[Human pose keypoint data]
[Start of section]

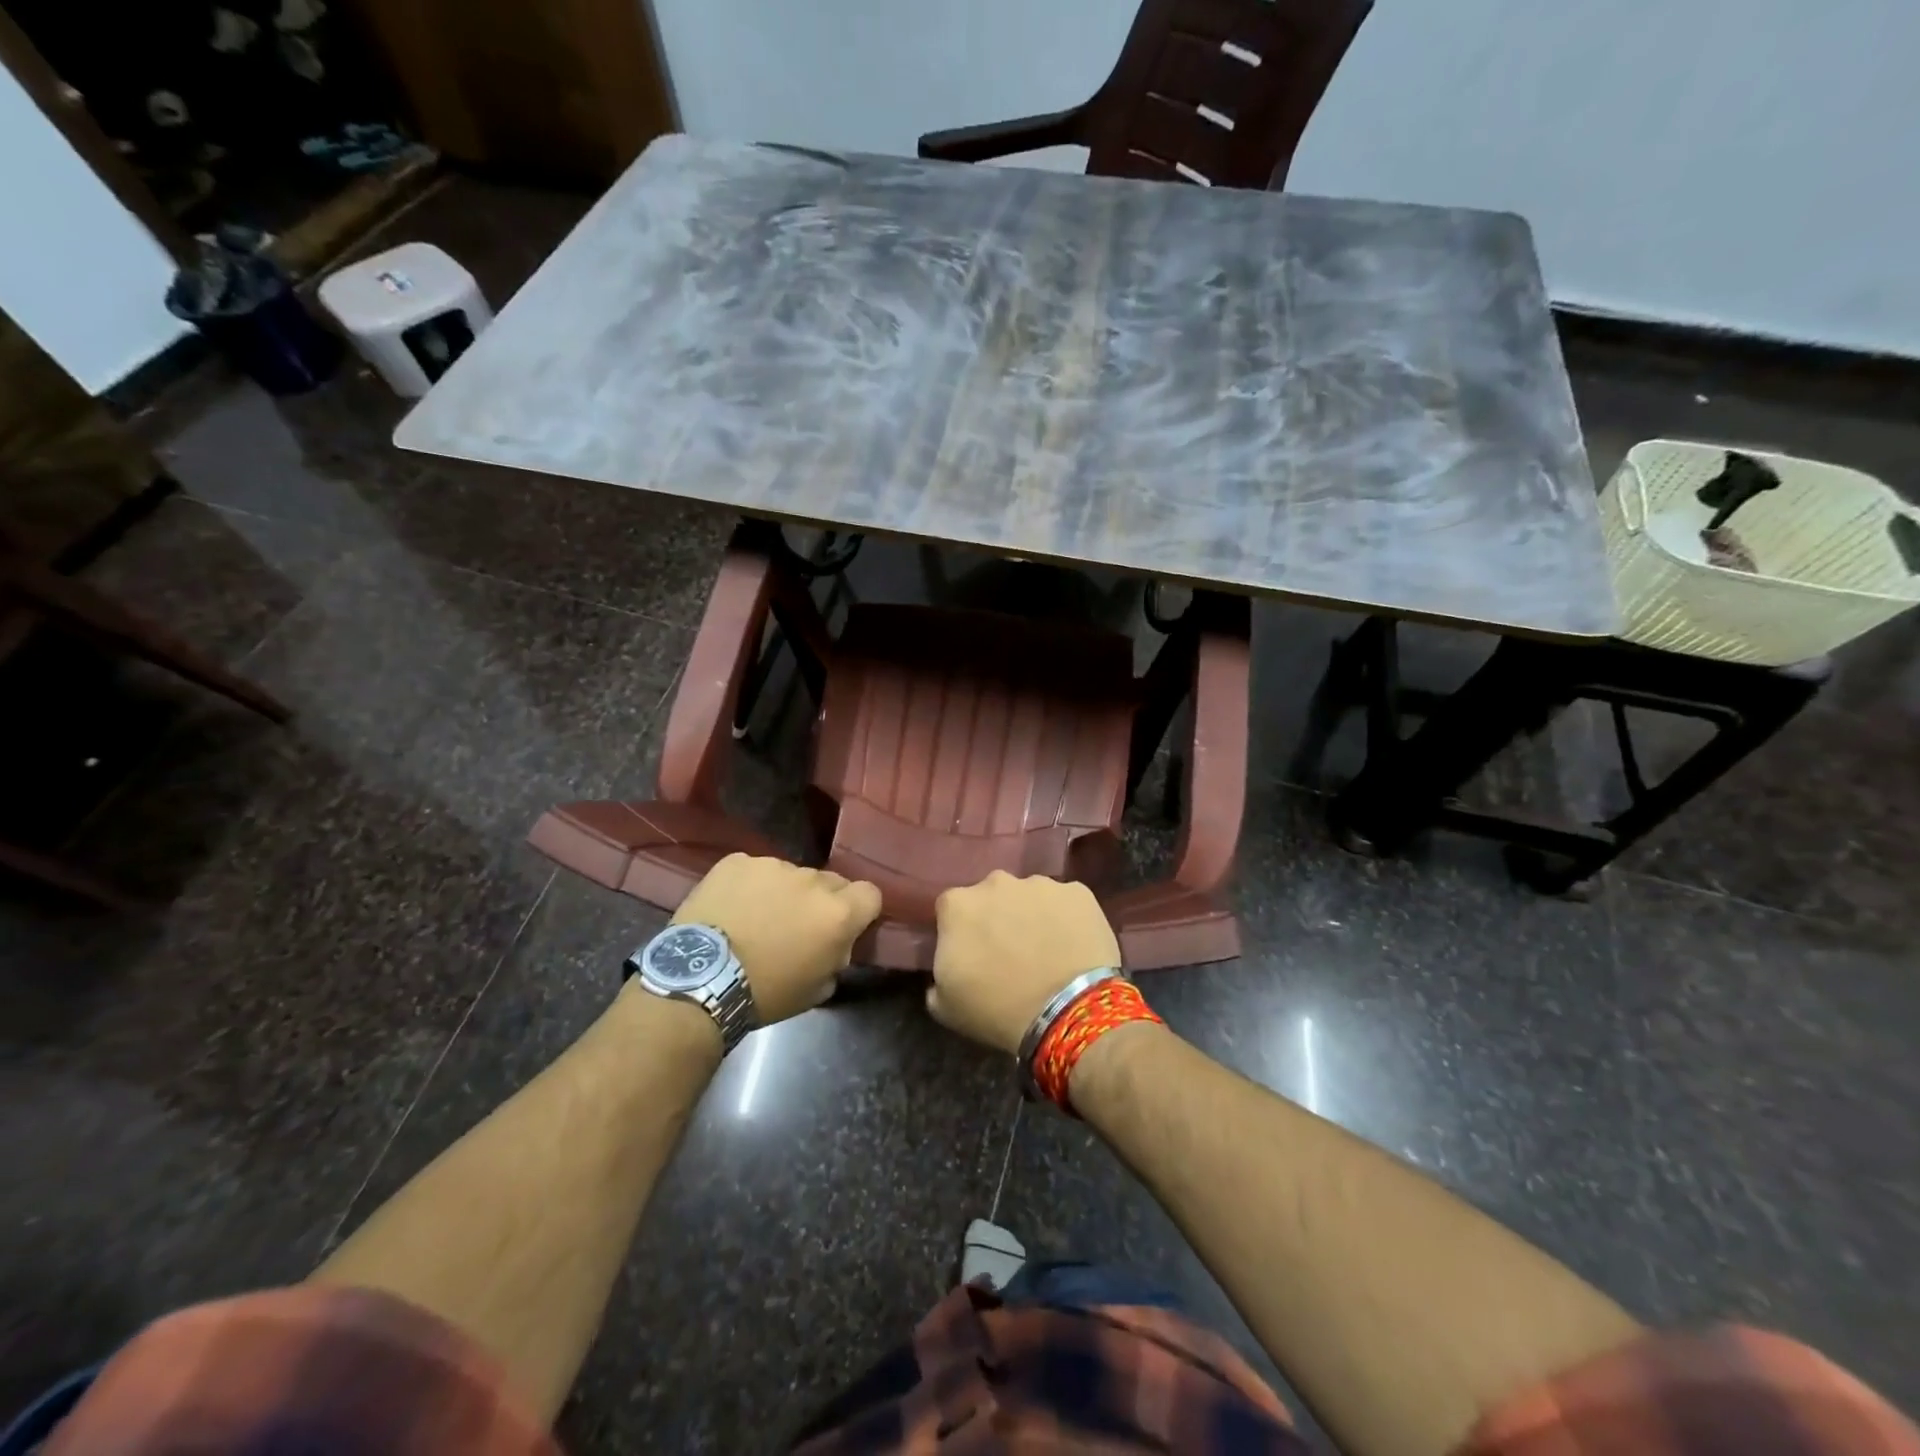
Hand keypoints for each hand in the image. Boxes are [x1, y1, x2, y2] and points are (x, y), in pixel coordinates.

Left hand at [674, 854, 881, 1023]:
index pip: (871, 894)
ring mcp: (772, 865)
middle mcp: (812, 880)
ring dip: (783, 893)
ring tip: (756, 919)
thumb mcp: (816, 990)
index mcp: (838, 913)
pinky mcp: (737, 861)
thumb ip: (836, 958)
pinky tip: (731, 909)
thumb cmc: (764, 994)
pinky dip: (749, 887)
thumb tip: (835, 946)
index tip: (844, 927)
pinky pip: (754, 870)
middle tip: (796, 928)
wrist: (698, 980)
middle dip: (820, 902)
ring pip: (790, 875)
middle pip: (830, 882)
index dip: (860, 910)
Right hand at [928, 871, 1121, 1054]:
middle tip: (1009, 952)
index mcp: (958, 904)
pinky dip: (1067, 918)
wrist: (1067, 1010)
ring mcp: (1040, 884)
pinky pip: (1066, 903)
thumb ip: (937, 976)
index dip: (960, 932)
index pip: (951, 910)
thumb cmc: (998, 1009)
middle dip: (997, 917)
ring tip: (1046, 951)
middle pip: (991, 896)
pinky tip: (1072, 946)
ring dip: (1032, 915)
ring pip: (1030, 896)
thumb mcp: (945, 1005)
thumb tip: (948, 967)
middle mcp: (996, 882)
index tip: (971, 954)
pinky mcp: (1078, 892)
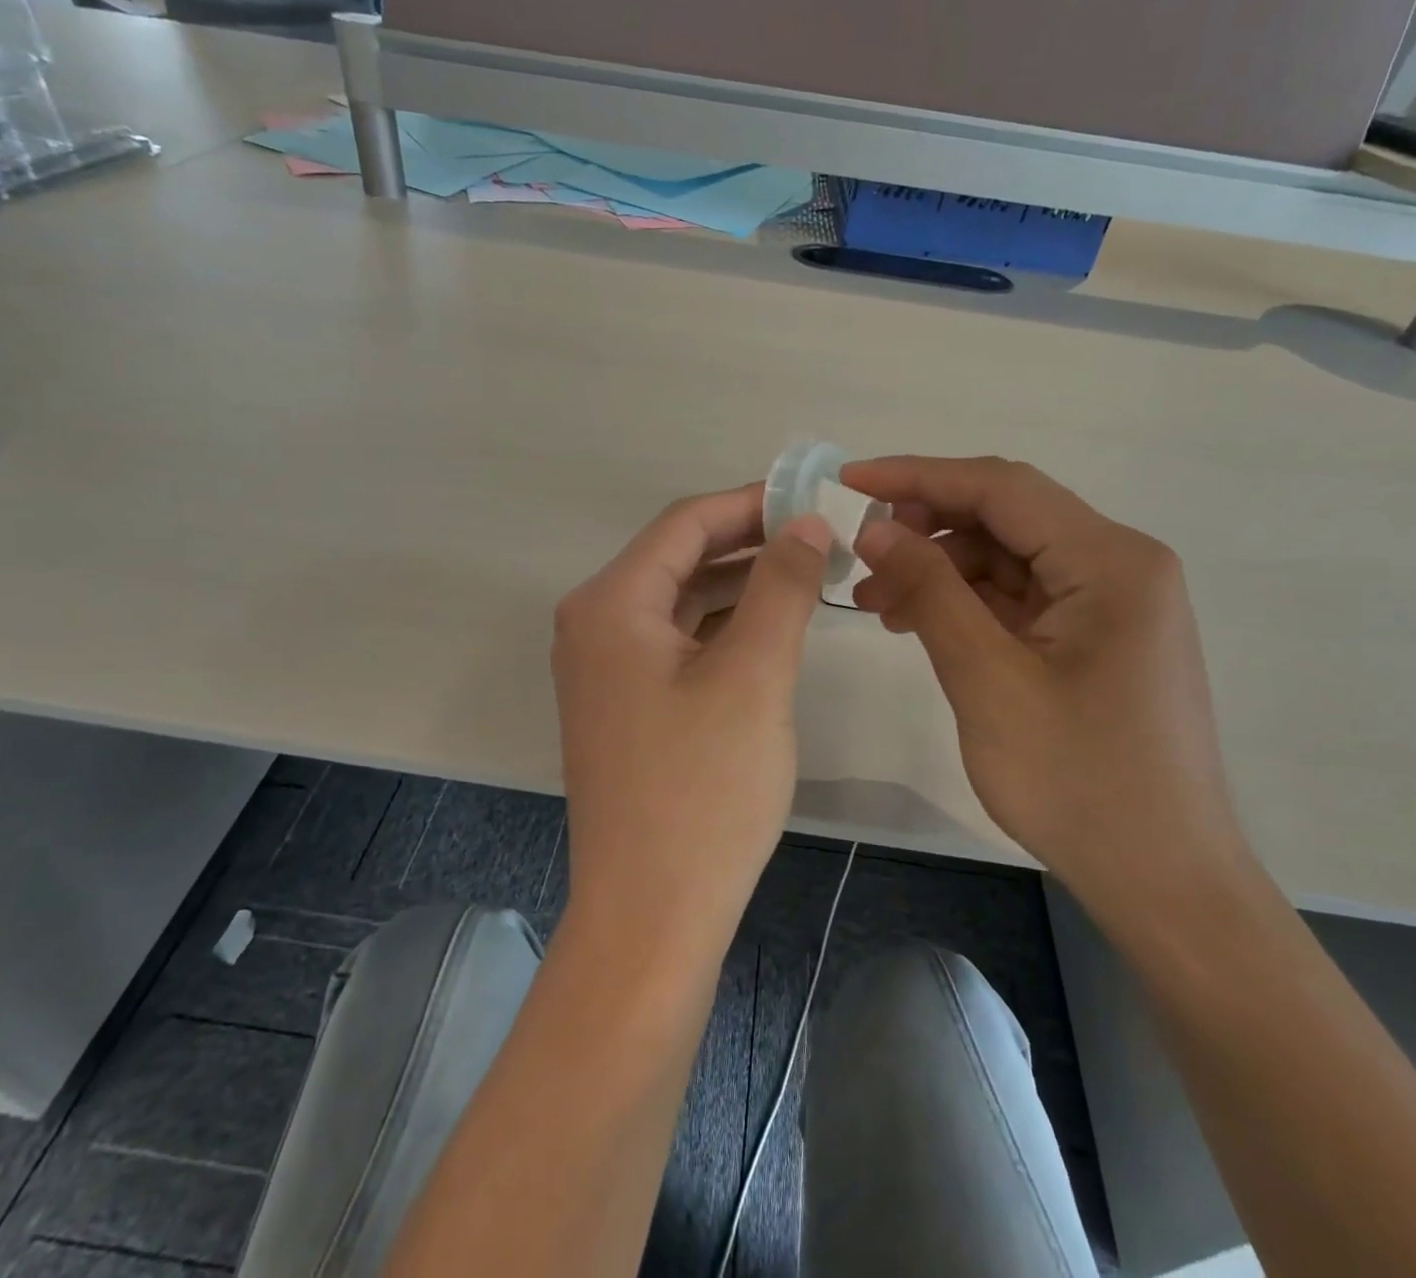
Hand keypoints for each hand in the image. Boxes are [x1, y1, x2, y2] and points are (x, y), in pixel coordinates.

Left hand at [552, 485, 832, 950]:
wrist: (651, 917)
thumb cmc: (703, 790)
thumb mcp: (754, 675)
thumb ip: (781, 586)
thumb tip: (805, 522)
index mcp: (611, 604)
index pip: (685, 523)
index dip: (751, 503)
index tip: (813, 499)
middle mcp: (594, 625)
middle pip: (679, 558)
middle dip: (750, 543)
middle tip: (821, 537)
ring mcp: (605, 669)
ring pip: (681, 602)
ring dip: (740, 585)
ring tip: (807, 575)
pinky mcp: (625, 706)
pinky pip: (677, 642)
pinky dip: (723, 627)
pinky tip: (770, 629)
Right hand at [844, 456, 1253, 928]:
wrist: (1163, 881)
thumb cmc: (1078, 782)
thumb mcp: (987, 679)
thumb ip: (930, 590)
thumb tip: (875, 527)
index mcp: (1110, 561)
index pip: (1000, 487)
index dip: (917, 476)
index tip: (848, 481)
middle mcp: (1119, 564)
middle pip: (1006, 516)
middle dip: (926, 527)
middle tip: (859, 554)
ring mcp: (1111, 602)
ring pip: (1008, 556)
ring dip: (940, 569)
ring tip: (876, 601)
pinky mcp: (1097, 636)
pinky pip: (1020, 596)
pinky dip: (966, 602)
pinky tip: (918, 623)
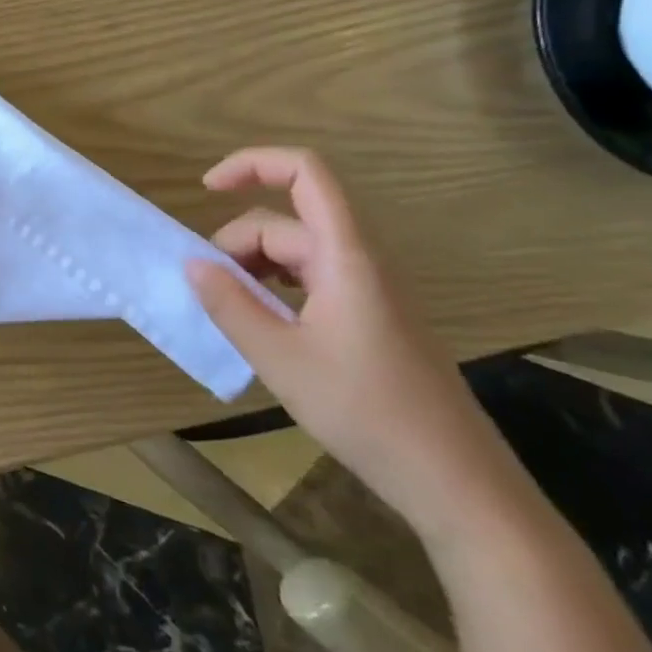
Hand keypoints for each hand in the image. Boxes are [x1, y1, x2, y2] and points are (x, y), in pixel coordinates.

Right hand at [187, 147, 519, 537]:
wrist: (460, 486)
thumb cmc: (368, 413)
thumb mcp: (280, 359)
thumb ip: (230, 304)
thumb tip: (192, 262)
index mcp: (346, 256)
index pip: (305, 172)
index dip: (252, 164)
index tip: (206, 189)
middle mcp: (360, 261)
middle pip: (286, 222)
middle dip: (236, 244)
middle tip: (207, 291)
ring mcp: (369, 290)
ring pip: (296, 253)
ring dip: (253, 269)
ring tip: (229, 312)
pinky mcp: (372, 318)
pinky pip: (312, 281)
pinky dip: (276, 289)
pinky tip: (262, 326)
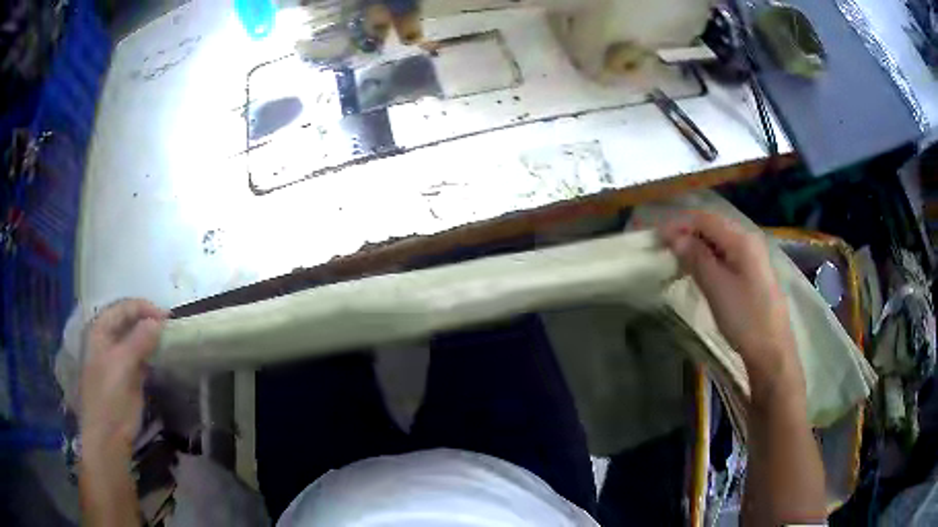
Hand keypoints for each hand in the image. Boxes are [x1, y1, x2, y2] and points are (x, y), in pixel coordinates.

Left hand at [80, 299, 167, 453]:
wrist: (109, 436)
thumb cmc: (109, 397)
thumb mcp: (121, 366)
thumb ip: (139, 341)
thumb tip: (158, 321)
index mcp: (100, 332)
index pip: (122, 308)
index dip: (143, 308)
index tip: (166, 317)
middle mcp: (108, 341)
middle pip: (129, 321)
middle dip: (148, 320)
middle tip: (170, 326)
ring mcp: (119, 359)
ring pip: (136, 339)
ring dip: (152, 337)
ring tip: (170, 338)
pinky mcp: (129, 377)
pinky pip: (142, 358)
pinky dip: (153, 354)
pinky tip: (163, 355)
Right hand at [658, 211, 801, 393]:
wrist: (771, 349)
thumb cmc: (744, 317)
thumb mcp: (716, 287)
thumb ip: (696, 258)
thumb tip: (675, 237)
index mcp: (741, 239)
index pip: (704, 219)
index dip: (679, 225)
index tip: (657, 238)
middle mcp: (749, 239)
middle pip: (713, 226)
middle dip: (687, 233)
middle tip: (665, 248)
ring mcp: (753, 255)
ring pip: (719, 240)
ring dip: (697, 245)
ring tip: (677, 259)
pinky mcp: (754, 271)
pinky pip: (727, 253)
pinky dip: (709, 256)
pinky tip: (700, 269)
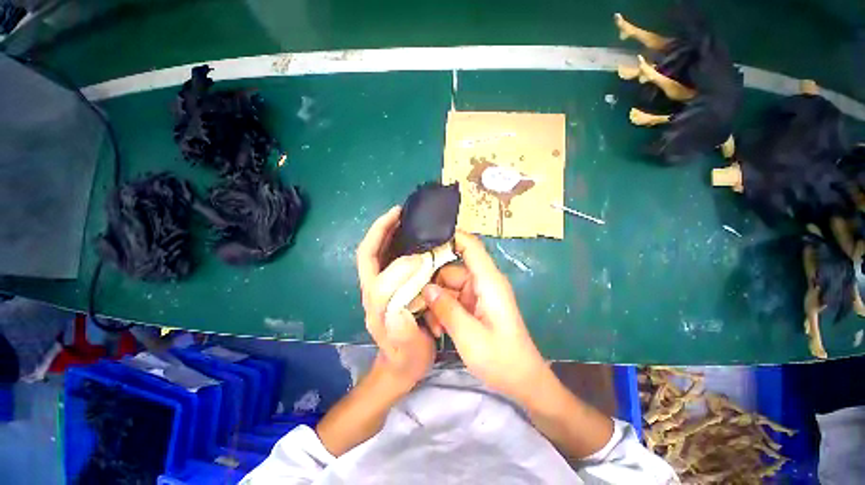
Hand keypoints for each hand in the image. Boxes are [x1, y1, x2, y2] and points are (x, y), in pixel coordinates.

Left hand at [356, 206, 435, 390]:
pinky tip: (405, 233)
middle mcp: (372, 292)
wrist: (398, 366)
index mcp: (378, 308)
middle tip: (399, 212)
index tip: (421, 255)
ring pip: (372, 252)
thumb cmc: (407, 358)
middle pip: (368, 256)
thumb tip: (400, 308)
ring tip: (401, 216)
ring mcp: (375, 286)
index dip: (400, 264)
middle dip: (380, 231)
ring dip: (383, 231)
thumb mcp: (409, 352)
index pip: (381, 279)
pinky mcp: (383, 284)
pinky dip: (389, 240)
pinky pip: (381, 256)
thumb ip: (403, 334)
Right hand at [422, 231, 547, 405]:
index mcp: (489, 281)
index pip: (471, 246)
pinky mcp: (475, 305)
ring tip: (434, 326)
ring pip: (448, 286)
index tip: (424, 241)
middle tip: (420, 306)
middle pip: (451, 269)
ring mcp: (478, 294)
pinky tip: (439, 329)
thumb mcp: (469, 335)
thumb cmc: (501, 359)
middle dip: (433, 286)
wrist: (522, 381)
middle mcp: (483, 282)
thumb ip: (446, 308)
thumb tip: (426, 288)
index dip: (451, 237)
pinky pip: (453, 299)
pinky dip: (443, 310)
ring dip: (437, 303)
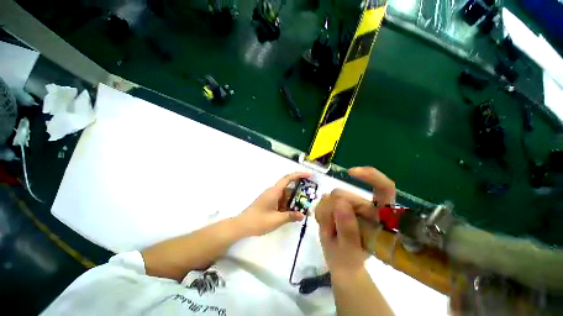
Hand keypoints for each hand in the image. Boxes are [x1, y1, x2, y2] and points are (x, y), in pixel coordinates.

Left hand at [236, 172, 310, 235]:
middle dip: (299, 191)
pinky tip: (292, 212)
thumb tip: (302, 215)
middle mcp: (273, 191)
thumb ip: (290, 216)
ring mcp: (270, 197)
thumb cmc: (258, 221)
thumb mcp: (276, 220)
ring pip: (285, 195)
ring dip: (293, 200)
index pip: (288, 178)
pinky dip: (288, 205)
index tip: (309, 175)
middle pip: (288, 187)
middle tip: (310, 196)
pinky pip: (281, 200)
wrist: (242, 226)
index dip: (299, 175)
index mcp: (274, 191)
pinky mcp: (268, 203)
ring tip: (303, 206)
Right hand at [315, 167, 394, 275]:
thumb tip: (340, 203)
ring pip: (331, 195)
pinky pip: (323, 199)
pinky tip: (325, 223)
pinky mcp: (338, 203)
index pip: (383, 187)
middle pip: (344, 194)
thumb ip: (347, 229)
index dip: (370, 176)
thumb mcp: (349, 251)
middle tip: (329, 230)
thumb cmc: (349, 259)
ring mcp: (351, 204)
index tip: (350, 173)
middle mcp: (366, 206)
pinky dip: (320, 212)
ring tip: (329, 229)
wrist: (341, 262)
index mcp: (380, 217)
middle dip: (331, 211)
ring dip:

[End of section]

[Your goal]
Every line from the one with "index dip: (400, 264)" through the last line of the data must be copied exactly. Leave the pictures out.

[Exercise response]
index dip: (400, 264)
middle dip: (380, 231)
ring dip: (383, 231)
thumb mcp: (409, 352)
index pip: (381, 279)
pinky mcp: (383, 284)
pinky dip: (389, 240)
pinky pip: (381, 256)
thumb ip: (403, 334)
Right hand at [422, 231, 547, 405]:
index mcp: (489, 281)
index pip: (471, 246)
pinky mcp: (475, 305)
ring tip: (434, 326)
ring pip: (448, 286)
index tip: (424, 241)
middle tip: (420, 306)
middle pip: (451, 269)
ring mcp: (478, 294)
pinky tip: (439, 329)
thumb mcp: (469, 335)
thumb cmc: (501, 359)
middle dip: (433, 286)
wrist: (522, 381)
middle mcp: (483, 282)
thumb ip: (446, 308)
thumb tip: (426, 288)
index dip: (451, 237)
pinky pip: (453, 299)
pinky dip: (443, 310)
ring dip: (437, 303)
Hand keypoints for each hand in the image. Boxes are [x1, y1, x2, y2] and points are (x, y), in pixel coordinates.

Left hand at [236, 172, 310, 235]:
middle dip: (299, 191)
pinky tip: (292, 212)
thumb tip: (302, 215)
middle mcp: (273, 191)
thumb ip: (290, 216)
ring mcp: (270, 197)
thumb cmc: (258, 221)
thumb mcp: (276, 220)
ring pip: (285, 195)
ring dip: (293, 200)
index pip: (288, 178)
pinky dip: (288, 205)
index tip: (309, 175)
middle pip: (288, 187)
middle tip: (310, 196)
pinky pip: (281, 200)
wrist: (242, 226)
index dip: (299, 175)
index mcp: (274, 191)
pinky mcp: (268, 203)
ring tip: (303, 206)
Right hand at [315, 167, 394, 275]:
thumb tip: (340, 203)
ring pip: (331, 195)
pinky pip: (323, 199)
pinky tip: (325, 223)
pinky mcp: (338, 203)
index pip: (383, 187)
middle pip: (344, 194)
thumb ip: (347, 229)
index dip: (370, 176)
thumb mcp: (349, 251)
middle tip: (329, 230)
thumb cmc: (349, 259)
ring mcp: (351, 204)
index tip: (350, 173)
middle mcp: (366, 206)
pinky dip: (320, 212)
ring tip: (329, 229)
wrist: (341, 262)
index mcp: (380, 217)
middle dip: (331, 211)
ring dip:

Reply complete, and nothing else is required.